The Plaintiffs in this action consist of the following: BK Trucking Company (New Jersey); Santelli Trucking, Inc. (New Jersey); Heavy Weight Enterprises, Inc. (Michigan); and Rusty Daniel Trucking, Inc. (Texas). Plaintiffs bring this action on behalf of themselves and all other persons similarly situated in New Jersey, Ohio, and Texas who leased or purchased vehicles equipped with the Engine.

Plaintiffs filed a seven-count Consolidated Class Action Complaint ("the Complaint") bringing claims under New Jersey, Texas, and Ohio law for breach of express warranty, consumer fraud, negligent design, and breach of the implied covenant of good faith and fair dealing. This matter now comes before the Court on Defendants' motion to dismiss pursuant to Rule 12(b)(6), Fed. R. Civ. P. For the reasons that follow, the Court will grant in part and deny in part Defendants' motion.

Factual Background

The Court accepts as true for purposes of the instant motions the following facts from Plaintiffs' Complaint. [Docket Item 17.] Plaintiffs are current or former owners and lessees of vehicles with a PACCAR MX-13 diesel engine manufactured by PACCAR, Inc. and its subsidiaries. (Compl. ¶ 1.)

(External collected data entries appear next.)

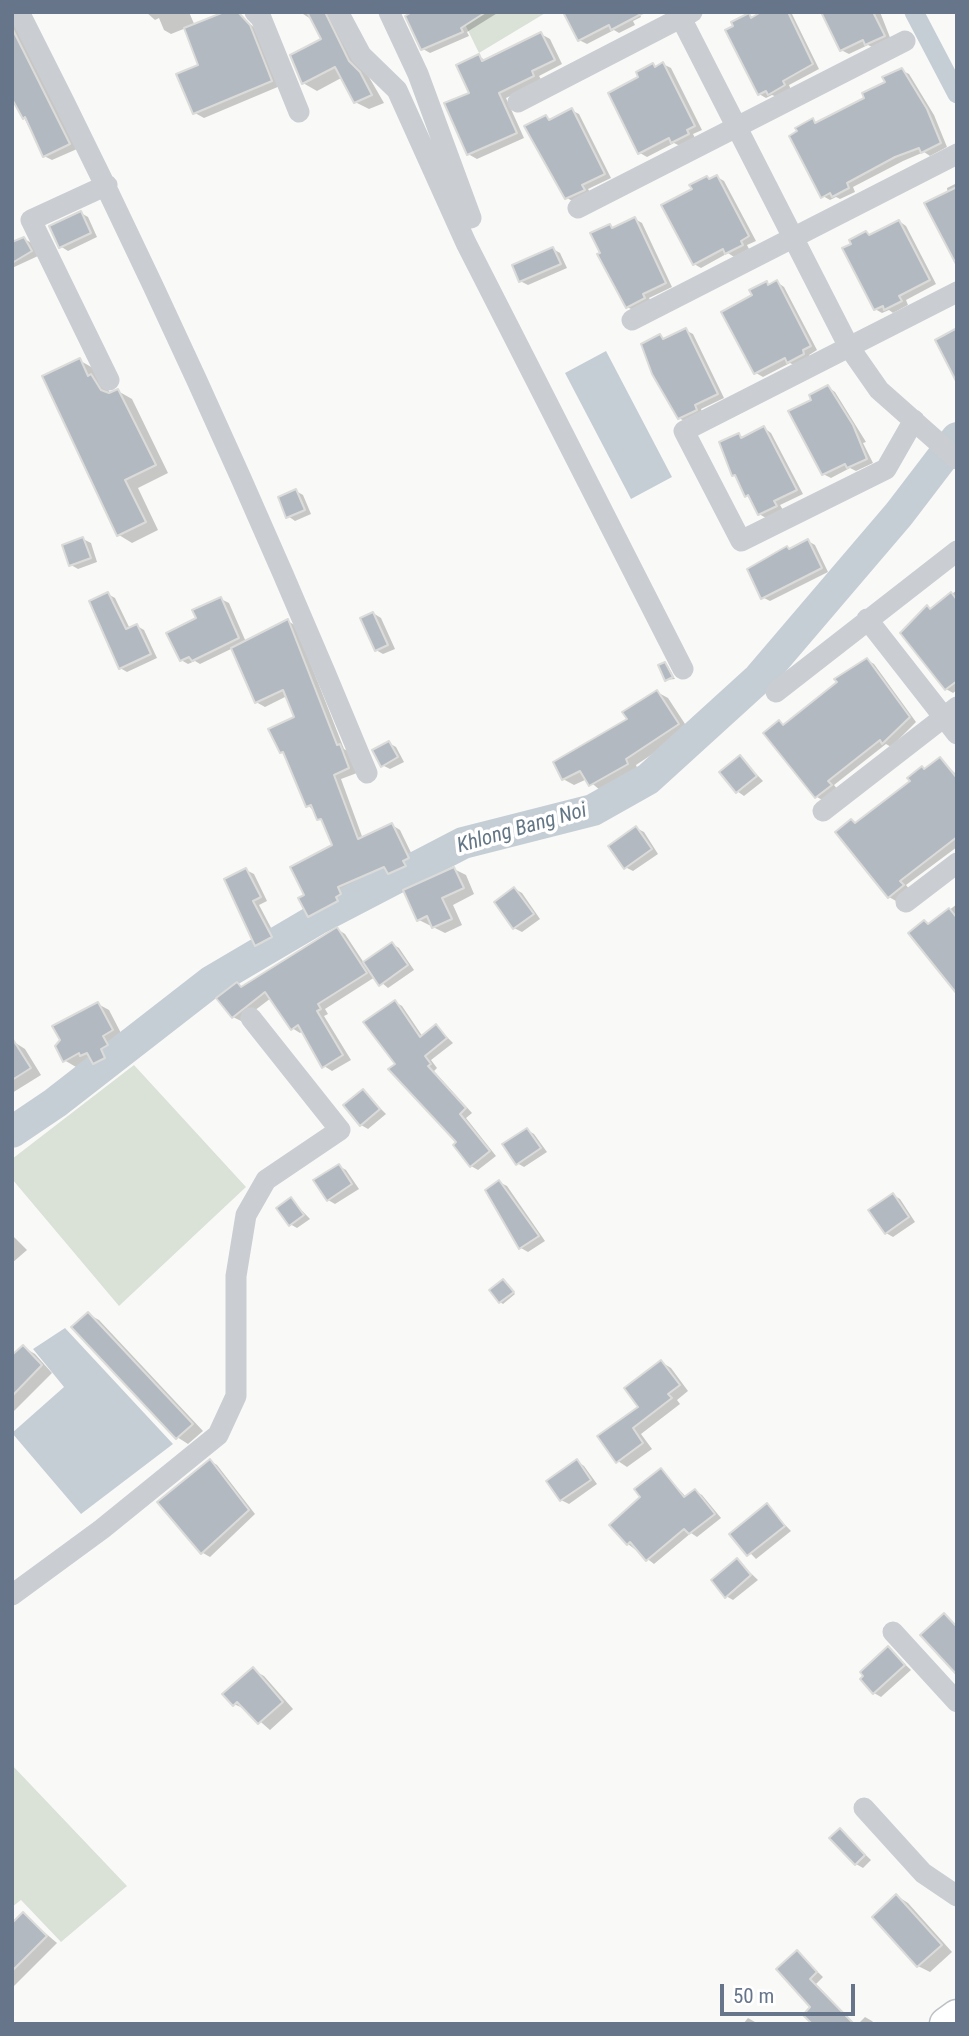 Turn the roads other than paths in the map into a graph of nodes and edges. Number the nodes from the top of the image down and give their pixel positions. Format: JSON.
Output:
{"nodes":[{"id":1,"x":19,"y":12,"type":"edge"},
{"id":2,"x":338,"y":12,"type":"edge"},
{"id":3,"x":389,"y":12,"type":"edge"},
{"id":4,"x":263,"y":14,"type":"edge"},
{"id":5,"x":687,"y":15,"type":"edge"},
{"id":6,"x":905,"y":41,"type":"dead end"},
{"id":7,"x":518,"y":102,"type":"dead end"},
{"id":8,"x":299,"y":112,"type":"dead end"},
{"id":9,"x":738,"y":126,"type":"junction"},
{"id":10,"x":957,"y":154,"type":"edge"},
{"id":11,"x":107,"y":185,"type":"junction"},
{"id":12,"x":578,"y":208,"type":"dead end"},
{"id":13,"x":793,"y":236,"type":"junction"},
{"id":14,"x":957,"y":292,"type":"edge"},
{"id":15,"x":513,"y":306,"type":"dead end"},
{"id":16,"x":632,"y":320,"type":"dead end"},
{"id":17,"x":849,"y":347,"type":"junction"},
{"id":18,"x":109,"y":380,"type":"dead end"},
{"id":19,"x":914,"y":420,"type":"junction"},
{"id":20,"x":957,"y":458,"type":"edge"},
{"id":21,"x":957,"y":551,"type":"edge"},
{"id":22,"x":867,"y":619,"type":"junction"},
{"id":23,"x":683,"y":669,"type":"dead end"},
{"id":24,"x":776,"y":692,"type":"dead end"},
{"id":25,"x":952,"y":719,"type":"edge"},
{"id":26,"x":367,"y":773,"type":"dead end"},
{"id":27,"x":823,"y":811,"type":"dead end"},
{"id":28,"x":957,"y":863,"type":"edge"},
{"id":29,"x":906,"y":902,"type":"dead end"},
{"id":30,"x":251,"y":1018,"type":"dead end"},
{"id":31,"x":12,"y":1595,"type":"edge"},
{"id":32,"x":893,"y":1632,"type":"dead end"},
{"id":33,"x":957,"y":1702,"type":"edge"},
{"id":34,"x":864,"y":1808,"type":"dead end"},
{"id":35,"x":957,"y":1896,"type":"edge"},
{"id":36,"x":957,"y":2016,"type":"edge"},
{"id":37,"x":946,"y":2024,"type":"edge"}],
"edges":[{"from":1,"to":11,"type":"street"},
{"from":2,"to":23,"type":"street"},
{"from":3,"to":15,"type":"street"},
{"from":4,"to":8,"type":"street"},
{"from":5,"to":7,"type":"street"},
{"from":5,"to":9,"type":"street"},
{"from":6,"to":9,"type":"street"},
{"from":9,"to":12,"type":"street"},
{"from":9,"to":13,"type":"street"},
{"from":10,"to":13,"type":"street"},
{"from":11,"to":18,"type":"street"},
{"from":11,"to":26,"type":"street"},
{"from":13,"to":16,"type":"street"},
{"from":13,"to":17,"type":"street"},
{"from":14,"to":17,"type":"street"},
{"from":17,"to":19,"type":"street"},
{"from":17,"to":19,"type":"street"},
{"from":19,"to":20,"type":"street"},
{"from":21,"to":22,"type":"street"},
{"from":22,"to":24,"type":"street"},
{"from":22,"to":25,"type":"street"},
{"from":25,"to":27,"type":"street"},
{"from":28,"to":29,"type":"street"},
{"from":30,"to":31,"type":"street"},
{"from":32,"to":33,"type":"street"},
{"from":34,"to":35,"type":"street"},
{"from":36,"to":37,"type":"main road"}]}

A. The Engine and ATS Emission System

Defendants jointly developed, designed, manufactured, marketed, assembled, warranted, and sold vehicles equipped the PACCAR MX-13 diesel engine, which includes an ATS with integrated systems and their parts and components, intended to reduce vehicle emissions to comply with the EPA's 2010 Emission Standard. (Id. ¶ 1.) The ATS emission control unit is designed to work both actively and passively and is composed of two primary elements: (1) the Diesel Particulate Filter ("DPF") System, and (2) the Selective Catalyst Reduction ("SCR") System. (Id. ¶ 24.) The ATS and its integrated systems are materially identical in all Engines. (Id. ¶ 28.)

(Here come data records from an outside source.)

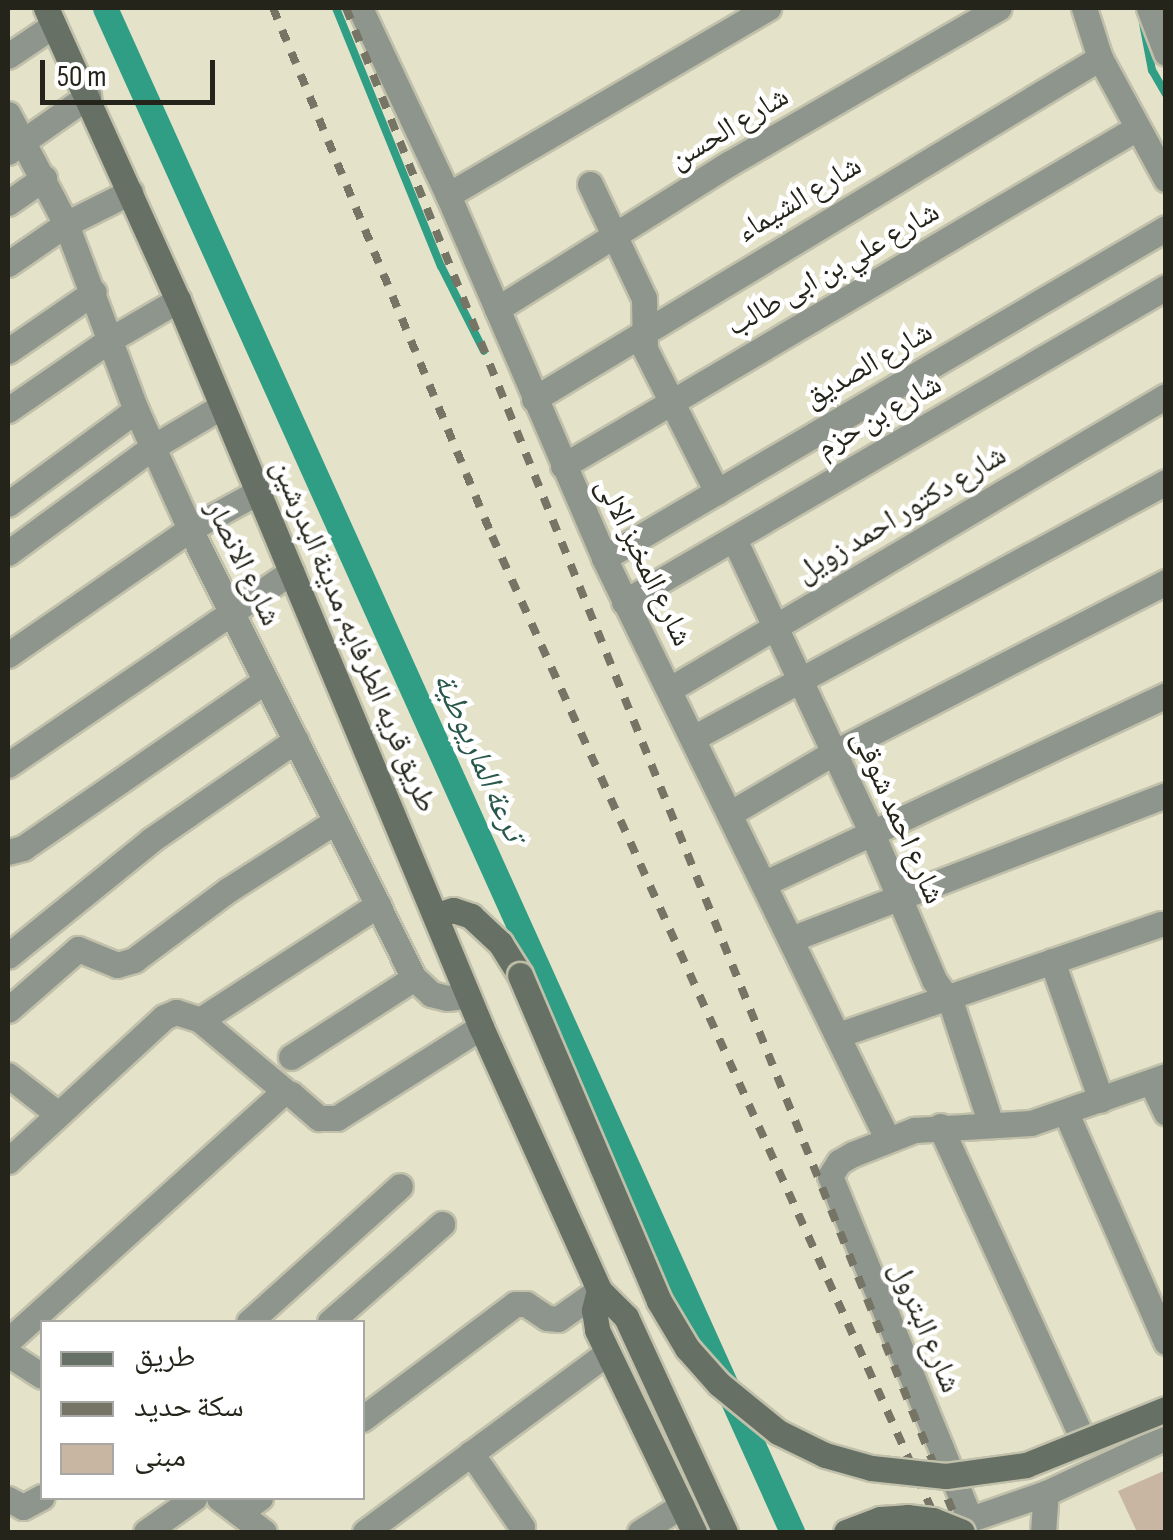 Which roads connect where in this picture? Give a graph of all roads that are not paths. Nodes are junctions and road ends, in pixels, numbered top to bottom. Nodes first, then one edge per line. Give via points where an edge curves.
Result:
1 (360, 8) edge
2 (768, 8) edge
3 (999, 8) edge
4 (1084, 8) edge
5 (1152, 9) edge
6 (50, 16) edge
7 (1166, 53) edge
8 (8, 56) edge
9 (1100, 58) junction
10 (88, 96) junction
11 (8, 114) edge
12 (1137, 128) junction
13 (15, 146) edge
14 (44, 178) junction
15 (1166, 179) edge
16 (590, 184) dead end
17 (130, 192) junction
18 (448, 194) junction
19 (8, 203) edge
20 (66, 224) junction
21 (1166, 228) edge
22 (615, 236) junction
23 (8, 264) edge
24 (1166, 287) edge
25 (94, 292) junction
26 (178, 300) junction
27 (497, 310) junction
28 (642, 331) junction
29 (111, 338) junction
30 (8, 351) edge
31 (1166, 396) edge
32 (534, 399) junction
33 (672, 402) junction
34 (222, 406) junction
35 (8, 410) edge
36 (136, 410) junction
37 (153, 447) junction
38 (562, 466) junction
39 (1166, 482) edge
40 (258, 492) junction
41 (717, 492) junction
42 (8, 504) edge
43 (190, 528) junction
44 (734, 538) junction
45 (8, 552) edge
46 (604, 558) junction
47 (291, 572) junction
48 (1166, 582) edge
49 (624, 602) junction
50 (230, 613) junction
51 (774, 627) junction
52 (8, 655) edge
53 (264, 681) junction
54 (799, 681) junction
55 (670, 689) junction
56 (1166, 695) edge
57 (695, 737) junction
58 (296, 740) junction
59 (834, 753) junction
60 (8, 765) edge
61 (1166, 794) edge
62 (732, 813) junction
63 (336, 821) junction
64 (872, 833) junction
65 (8, 852) edge
66 (765, 884) junction
67 (900, 898) junction
68 (378, 906) junction
69 (436, 915) junction
70 (1160, 924) dead end
71 (792, 939) junction
72 (8, 956) edge
73 (1052, 962) junction
74 (414, 978) junction
75 (946, 994) junction
76 (467, 996) junction
77 (8, 1010) edge
78 (200, 1020) junction
79 (481, 1027) junction
80 (838, 1035) junction
81 (291, 1057) dead end
82 (8, 1077) edge
83 (1158, 1079) edge
84 (286, 1092) junction
85 (1102, 1100) junction
86 (1066, 1113) junction
87 (1166, 1113) edge
88 (58, 1114) junction
89 (991, 1125) junction
90 (940, 1126) junction
91 (887, 1138) junction
92 (8, 1162) edge
93 (400, 1186) dead end
94 (442, 1224) dead end
95 (599, 1290) junction
96 (251, 1320) edge
97 (332, 1320) edge
98 (8, 1341) edge
99 (1166, 1342) edge
100 (607, 1352) junction
101 (8, 1354) edge
102 (40, 1375) edge
103 (1166, 1396) edge
104 (1166, 1410) edge
105 (365, 1417) edge
106 (1080, 1434) junction
107 (1166, 1437) edge
108 (471, 1453) junction
109 (958, 1488) junction
110 (1046, 1492) junction
111 (40, 1498) edge
112 (8, 1499) edge
113 (191, 1500) edge
114 (239, 1503) edge
115 (681, 1506) junction
116 (396, 1524) edge
117 (522, 1526) dead end
118 (966, 1526) edge
119 (146, 1532) edge
120 (264, 1532) edge
121 (365, 1532) edge
122 (640, 1532) edge
123 (694, 1532) edge
124 (724, 1532) edge
125 (846, 1532) edge
126 (932, 1532) edge
127 (1043, 1532) edge

1 - 18 street, شارع المخبز الالى
2 - 18 street
3 - 22 street, شارع الحسن
4 - 9 street
5 - 7 street
6 - 8 street
6 - 10 main road, طريق قريه الطرفايه, مدينة البدرشين
9 - 12 street
9 - 28 street, شارع الشيماء
10 - 13 street
10 - 17 main road, طريق قريه الطرفايه, مدينة البدرشين
11 - 13 street, شارع الانصار
12 - 15 street
12 - 33 street, شارع علي بن ابى طالب
13 - 14 street, شارع الانصار
14 - 19 street
14 - 20 street, شارع الانصار
16 - 22 street
17 - 20 street
17 - 26 main road, طريق قريه الطرفايه, مدينة البدرشين
18 - 27 street, شارع المخبز الالى
20 - 23 street
20 - 25 street, شارع الانصار
21 - 41 street, شارع الصديق
22 - 27 street, شارع الحسن
22 - 28 street via 644,298
24 - 44 street, شارع بن حزم
25 - 29 street, شارع الانصار
25 - 30 street
26 - 29 street
26 - 34 main road, طريق قريه الطرفايه, مدينة البدرشين
27 - 32 street, شارع المخبز الالى
28 - 32 street, شارع الشيماء
28 - 33 street
29 - 35 street
29 - 36 street, شارع الانصار
31 - 51 street, شارع دكتور احمد زويل
32 - 38 street, شارع المخبز الالى
33 - 38 street, شارع علي بن ابى طالب
33 - 41 street
34 - 37 street
34 - 40 main road, طريق قريه الطرفايه, مدينة البدرشين
36 - 37 street, شارع الانصار
36 - 42 street
37 - 43 street, شارع الانصار
37 - 45 street
38 - 46 street, شارع المخبز الالى
39 - 54 street
40 - 43 street
40 - 47 main road, طريق قريه الطرفايه, مدينة البدرشين
41 - 46 street, شارع الصديق
43 - 50 street, شارع الانصار
43 - 52 street
44 - 49 street, شارع بن حزم
44 - 51 street, شارع احمد شوقى
46 - 49 street, شارع المخبز الالى
47 - 50 street
47 - 69 main road, طريق قريه الطرفايه, مدينة البدرشين
48 - 59 street
49 - 55 street, شارع المخبز الالى
50 - 53 street, شارع الانصار
50 - 60 street
51 - 54 street, شارع احمد شوقى
51 - 55 street, شارع دكتور احمد زويل
53 - 58 street, شارع الانصار
53 - 65 street via 23,848
54 - 57 street
54 - 59 street, شارع احمد شوقى
55 - 57 street, شارع المخبز الالى
56 - 64 street
57 - 62 street, شارع المخبز الالى
58 - 63 street, شارع الانصار
58 - 72 street via 150,840
59 - 62 street
59 - 64 street, شارع احمد شوقى
61 - 67 street
62 - 66 street, شارع المخبز الالى
63 - 68 street, شارع الانصار
63 - 77 street via 134,960 118,965 78,949
64 - 66 street
64 - 67 street, شارع احمد شوقى
66 - 71 street, شارع المخبز الالى
67 - 71 street
67 - 75 street, شارع احمد شوقى
68 - 74 street, شارع الانصار
68 - 78 street
69 - 76 main road, طريق قريه الطرفايه, مدينة البدرشين
69 - 104 main road, bridge via 453,910 471,916 500,943 520,975 659,1301 719,1384 778,1432 870,1468 946,1476 1026,1465
70 - 73 street
71 - 80 street, شارع المخبز الالى
73 - 75 street
73 - 85 street
74 - 76 street via 430,994
74 - 81 street
75 - 80 street
75 - 89 street, شارع احمد شوقى
76 - 79 main road, طريق قريه الطرفايه, مدينة البدرشين
78 - 84 street
78 - 88 street via 188,1013 164,1017
79 - 84 street via 336,1118 319,1118
79 - 95 main road, طريق قريه الطرفايه, مدينة البدرشين
80 - 91 street, شارع المخبز الالى
82 - 88 street
83 - 85 street
83 - 87 street
84 - 98 street
85 - 86 street
86 - 89 street
86 - 99 street
88 - 92 street
89 - 90 street
90 - 91 street
90 - 106 street
91 - 109 street, شارع البترول via 839,1162 830,1184
93 - 96 street
94 - 97 street
95 - 100 main road, طريق قريه الطرفايه, مدينة البدرشين via 594,1320
95 - 105 street via 558,1319 514,1304
95 - 124 main road, طريق قريه الطرفايه, مدينة البدرشين via 626,1318
100 - 108 street
100 - 115 main road, طريق قريه الطرفايه, مدينة البدرشين
101 - 102 street
103 - 106 street
106 - 109 street
107 - 110 street
108 - 116 street
108 - 117 street
109 - 118 street, شارع البترول
110 - 118 street
110 - 127 street
111 - 112 street via 24,1507
113 - 119 street
114 - 120 street
115 - 122 street
115 - 123 main road, طريق قريه الطرفايه, مدينة البدرشين
116 - 121 street
118 - 125 main road, bridge via 906,1517
118 - 126 street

The DPF is intended to reduce engine soot and particulate matter. (Id. ¶ 25.) The DPF system is composed of a hydrocarbon doser ("HC doser"), a Diesel Oxidation Catalyst ("DOC"), and a DPF. (Id.) It works by piping exhaust from the vehicle to the ATS and using the DPF to filter soot out of the exhaust. (Id.) The HC doser then sprays a small amount of diesel fuel into the exhaust, which reacts with the DOC to generate heat. (Id. ¶ 26.) This heat cleans, or regenerates, the DPF by reducing the filtered soot into ash. (Id.) The ash must be removed by taking out the DPF and cleaning it at specified intervals. (Id.)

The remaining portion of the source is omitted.